A charming early memoir of midlife by the best-selling author of Mayflower and In the Heart of the Sea, recounting his attempt to recapture a national sailing championship he'd won at 22.
"There had been something elemental and all consuming about a Sunfish. Nothing could compare to the exhilaration of a close race in a real blow - the wind howling and spray flying as my Sunfish and I punched through the waves to the finish."
In the spring of 1992 (eight years before the publication of In the Heart of the Sea), Nat Philbrick was in his late 30s, living with his family on Nantucket, feeling stranded and longing for the thrill of victory of a national sailing championship he had won 15 years earlier. Was it a midlife crisis? It was certainly a watershed for the journalist turned stay-at-home dad, who impulsively decided to throw his hat into the ring, or water, again.

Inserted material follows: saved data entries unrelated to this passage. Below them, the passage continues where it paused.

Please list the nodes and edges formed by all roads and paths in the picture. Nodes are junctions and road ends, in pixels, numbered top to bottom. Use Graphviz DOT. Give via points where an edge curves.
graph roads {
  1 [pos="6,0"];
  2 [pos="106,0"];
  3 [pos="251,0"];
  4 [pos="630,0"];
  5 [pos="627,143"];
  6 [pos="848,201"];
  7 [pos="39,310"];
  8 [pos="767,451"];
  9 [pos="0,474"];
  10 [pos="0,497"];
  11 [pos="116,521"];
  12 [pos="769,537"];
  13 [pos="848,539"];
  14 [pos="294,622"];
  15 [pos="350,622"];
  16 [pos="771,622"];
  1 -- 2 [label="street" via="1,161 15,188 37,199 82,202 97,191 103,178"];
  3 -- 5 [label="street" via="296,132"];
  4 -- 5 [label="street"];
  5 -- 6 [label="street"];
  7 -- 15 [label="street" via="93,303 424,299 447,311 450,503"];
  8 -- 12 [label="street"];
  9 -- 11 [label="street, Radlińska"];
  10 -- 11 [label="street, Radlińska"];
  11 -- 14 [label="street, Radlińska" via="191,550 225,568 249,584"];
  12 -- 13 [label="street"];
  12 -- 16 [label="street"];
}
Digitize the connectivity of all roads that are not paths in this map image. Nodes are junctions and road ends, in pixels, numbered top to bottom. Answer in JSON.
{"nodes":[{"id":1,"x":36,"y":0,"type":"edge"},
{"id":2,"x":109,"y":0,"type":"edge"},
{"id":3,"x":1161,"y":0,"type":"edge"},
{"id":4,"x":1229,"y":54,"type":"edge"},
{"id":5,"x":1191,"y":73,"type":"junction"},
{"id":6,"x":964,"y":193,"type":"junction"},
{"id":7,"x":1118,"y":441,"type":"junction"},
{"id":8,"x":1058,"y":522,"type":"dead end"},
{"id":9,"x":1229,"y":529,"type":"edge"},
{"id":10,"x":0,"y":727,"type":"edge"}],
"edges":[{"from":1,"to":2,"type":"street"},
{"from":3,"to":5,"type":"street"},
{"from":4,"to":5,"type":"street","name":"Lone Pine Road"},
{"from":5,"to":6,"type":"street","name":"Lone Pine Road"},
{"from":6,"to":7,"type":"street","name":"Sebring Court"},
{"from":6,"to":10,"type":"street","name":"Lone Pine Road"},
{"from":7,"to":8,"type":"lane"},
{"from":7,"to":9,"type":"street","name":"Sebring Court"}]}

With the bemused approval of his wife and children, Philbrick used the off-season on the island as his solitary training ground, sailing his tiny Sunfish to its remotest corners, experiencing the haunting beauty of its tidal creeks, inlets, and wave-battered sandbars. On ponds, bays, and rivers and finally at the championship on a lake in the heartland of America, he sailed through storms and memories, racing for the prize but finding something unexpected about himself instead.
A warm, funny, and modest book about the journey home for one sailor and his family.